> **YOUR INSTRUCTIONS**:
Going through the data below, please show each line containing the string "pinky".
*** LISTED RECORDS ***
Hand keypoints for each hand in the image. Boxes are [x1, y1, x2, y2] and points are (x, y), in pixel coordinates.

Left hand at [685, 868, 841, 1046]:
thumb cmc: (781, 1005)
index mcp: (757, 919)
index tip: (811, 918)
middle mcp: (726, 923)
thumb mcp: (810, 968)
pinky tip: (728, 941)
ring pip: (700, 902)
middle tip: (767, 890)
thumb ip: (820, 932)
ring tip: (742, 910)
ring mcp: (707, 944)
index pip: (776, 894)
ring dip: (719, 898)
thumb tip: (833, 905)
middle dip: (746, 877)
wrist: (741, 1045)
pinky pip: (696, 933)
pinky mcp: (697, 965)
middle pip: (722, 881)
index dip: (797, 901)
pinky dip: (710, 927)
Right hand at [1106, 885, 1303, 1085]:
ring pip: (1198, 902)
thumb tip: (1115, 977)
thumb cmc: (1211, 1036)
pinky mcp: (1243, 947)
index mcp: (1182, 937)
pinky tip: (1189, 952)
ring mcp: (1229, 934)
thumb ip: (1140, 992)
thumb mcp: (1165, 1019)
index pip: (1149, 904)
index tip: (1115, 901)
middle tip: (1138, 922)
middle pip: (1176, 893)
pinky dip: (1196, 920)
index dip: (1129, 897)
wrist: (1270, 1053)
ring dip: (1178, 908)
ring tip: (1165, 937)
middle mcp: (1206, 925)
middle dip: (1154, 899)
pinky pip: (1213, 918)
*** End of LISTED RECORDS ***
> **EXERCISE RESPONSE**:
pinky tip: (728, 941)
pinky pip: (696, 933)
pinky mcp: (697, 965)
pinky dip: (710, 927)
pinky mcp: (1243, 947)
pinky tip: (1189, 952)
pinky dip: (1196, 920)
pinky pip: (1213, 918)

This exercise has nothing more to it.